*** Available data ***

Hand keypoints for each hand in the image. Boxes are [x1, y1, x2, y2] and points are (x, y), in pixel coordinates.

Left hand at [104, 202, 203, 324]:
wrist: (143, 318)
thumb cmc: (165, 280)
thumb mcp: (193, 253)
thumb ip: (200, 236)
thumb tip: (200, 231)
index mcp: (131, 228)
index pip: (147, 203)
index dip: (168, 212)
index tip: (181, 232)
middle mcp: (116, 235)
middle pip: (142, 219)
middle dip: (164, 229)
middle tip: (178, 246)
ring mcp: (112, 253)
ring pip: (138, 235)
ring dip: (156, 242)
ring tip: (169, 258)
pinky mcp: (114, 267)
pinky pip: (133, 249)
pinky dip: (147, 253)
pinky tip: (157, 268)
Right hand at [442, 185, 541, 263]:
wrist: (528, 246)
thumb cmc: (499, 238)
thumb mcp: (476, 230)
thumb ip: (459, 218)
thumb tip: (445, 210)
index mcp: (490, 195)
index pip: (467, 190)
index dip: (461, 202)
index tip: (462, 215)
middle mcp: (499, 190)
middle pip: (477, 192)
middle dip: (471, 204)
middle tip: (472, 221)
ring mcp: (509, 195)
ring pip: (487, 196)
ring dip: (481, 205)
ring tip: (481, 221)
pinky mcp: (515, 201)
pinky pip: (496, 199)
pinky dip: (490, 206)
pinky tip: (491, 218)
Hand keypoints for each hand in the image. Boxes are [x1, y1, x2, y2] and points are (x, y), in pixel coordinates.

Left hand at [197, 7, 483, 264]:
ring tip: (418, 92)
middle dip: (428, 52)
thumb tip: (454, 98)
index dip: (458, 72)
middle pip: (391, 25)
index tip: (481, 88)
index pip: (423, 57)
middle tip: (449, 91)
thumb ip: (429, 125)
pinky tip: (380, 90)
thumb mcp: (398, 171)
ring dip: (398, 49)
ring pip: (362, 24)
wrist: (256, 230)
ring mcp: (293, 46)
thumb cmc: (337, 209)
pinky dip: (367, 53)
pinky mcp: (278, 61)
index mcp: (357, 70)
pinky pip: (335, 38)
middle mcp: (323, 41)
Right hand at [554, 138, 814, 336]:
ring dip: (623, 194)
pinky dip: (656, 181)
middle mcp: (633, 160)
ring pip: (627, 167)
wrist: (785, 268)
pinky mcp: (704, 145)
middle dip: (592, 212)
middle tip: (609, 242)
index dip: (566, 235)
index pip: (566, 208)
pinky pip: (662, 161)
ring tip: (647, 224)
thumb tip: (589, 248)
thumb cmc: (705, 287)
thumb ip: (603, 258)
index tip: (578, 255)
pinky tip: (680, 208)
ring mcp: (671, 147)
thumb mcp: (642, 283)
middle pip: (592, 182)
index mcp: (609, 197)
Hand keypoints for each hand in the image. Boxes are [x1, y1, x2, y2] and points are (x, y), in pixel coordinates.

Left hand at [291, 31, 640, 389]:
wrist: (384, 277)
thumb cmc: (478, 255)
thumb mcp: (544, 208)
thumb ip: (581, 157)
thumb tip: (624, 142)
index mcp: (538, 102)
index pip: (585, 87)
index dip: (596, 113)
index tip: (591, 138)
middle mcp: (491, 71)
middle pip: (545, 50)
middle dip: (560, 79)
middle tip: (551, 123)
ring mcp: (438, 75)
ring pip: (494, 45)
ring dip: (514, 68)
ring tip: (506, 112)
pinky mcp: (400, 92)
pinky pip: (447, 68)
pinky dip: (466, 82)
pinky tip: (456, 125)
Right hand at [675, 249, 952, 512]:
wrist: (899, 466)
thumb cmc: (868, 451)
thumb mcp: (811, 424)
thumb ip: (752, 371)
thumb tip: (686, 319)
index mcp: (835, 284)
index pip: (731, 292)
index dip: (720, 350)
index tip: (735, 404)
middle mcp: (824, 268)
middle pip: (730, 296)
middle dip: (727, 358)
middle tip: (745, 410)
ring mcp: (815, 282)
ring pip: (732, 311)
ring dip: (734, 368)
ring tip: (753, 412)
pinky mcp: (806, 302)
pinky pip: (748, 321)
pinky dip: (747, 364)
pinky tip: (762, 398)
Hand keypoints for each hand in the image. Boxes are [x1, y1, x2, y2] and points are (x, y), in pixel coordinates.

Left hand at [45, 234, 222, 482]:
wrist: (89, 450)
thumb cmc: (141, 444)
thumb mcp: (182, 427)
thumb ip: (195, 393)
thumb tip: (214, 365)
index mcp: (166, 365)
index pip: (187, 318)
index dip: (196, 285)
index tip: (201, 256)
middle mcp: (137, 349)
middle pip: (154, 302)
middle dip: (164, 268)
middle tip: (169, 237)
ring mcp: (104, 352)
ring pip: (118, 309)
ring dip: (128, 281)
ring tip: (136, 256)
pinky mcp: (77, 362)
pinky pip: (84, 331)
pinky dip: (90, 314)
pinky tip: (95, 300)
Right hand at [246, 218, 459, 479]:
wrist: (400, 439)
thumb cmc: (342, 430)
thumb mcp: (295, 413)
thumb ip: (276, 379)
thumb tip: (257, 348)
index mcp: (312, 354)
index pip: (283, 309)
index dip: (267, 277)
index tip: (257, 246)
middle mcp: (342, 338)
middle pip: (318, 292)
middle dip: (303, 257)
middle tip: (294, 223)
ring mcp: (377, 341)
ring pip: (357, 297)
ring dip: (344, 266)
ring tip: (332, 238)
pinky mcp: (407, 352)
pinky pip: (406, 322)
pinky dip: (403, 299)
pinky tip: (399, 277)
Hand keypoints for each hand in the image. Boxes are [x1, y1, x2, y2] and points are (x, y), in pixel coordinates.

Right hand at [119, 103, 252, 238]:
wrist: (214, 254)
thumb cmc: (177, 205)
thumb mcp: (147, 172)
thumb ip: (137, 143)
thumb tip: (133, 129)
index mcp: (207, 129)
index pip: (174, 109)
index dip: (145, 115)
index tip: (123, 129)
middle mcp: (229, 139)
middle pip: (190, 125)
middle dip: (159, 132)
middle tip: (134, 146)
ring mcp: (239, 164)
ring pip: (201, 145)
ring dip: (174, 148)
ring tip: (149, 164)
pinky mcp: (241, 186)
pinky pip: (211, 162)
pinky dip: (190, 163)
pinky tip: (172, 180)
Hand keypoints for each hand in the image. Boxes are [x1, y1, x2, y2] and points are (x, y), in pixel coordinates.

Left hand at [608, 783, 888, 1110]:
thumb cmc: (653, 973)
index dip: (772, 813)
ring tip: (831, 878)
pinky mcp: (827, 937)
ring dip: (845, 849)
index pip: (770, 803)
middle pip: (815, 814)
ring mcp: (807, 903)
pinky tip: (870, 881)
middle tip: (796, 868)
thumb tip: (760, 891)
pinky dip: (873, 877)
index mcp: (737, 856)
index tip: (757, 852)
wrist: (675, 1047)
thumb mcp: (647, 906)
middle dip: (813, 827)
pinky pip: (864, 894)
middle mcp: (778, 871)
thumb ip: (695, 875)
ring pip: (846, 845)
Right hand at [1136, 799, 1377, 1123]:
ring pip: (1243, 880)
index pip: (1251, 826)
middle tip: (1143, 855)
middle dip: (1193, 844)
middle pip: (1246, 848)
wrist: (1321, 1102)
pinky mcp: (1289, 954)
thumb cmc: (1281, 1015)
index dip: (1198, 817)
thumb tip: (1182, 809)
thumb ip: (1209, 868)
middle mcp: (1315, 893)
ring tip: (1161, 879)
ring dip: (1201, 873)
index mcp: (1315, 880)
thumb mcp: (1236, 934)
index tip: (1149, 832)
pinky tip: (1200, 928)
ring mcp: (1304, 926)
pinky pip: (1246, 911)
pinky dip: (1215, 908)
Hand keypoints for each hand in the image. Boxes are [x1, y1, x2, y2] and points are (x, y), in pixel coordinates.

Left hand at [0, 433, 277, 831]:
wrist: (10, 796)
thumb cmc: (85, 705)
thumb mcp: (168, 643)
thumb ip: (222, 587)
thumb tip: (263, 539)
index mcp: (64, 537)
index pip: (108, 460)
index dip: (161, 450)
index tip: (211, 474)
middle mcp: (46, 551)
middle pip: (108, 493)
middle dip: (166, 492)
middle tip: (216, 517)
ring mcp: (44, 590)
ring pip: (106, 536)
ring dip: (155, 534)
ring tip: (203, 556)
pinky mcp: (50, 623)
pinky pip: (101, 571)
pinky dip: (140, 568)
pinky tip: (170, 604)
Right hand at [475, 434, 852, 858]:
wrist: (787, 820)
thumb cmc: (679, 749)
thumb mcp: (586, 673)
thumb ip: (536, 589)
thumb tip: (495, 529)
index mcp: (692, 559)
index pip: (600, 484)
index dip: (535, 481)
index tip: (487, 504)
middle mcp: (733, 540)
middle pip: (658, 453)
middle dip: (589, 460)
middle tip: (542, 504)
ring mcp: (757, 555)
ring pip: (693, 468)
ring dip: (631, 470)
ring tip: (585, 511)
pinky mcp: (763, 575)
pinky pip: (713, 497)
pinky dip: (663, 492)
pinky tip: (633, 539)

*** End of Available data ***

* Your task:
Using the records above, restate word for word the lines from the one with "index pip: (731, 292)" through the one with "thumb cmc: (141, 444)", both included.

* Written response:
index pip: (731, 292)
index dip: (720, 350)
index tip: (735, 404)
middle mcp: (824, 268)
middle pip: (730, 296)
middle dip: (727, 358)
middle tip: (745, 410)
ring mcp: (815, 282)
ring pip: (732, 311)
ring dip: (734, 368)
ring tip: (753, 412)
pinky mcp: (806, 302)
pinky pip: (748, 321)
pinky dip: (747, 364)
pinky tip: (762, 398)
Hand keypoints for each hand in the image. Boxes are [x1, y1, x2, y2] and points are (x, y), in pixel coordinates.

Left hand at [45, 234, 222, 482]:
wrist: (89, 450)
thumb cmc: (141, 444)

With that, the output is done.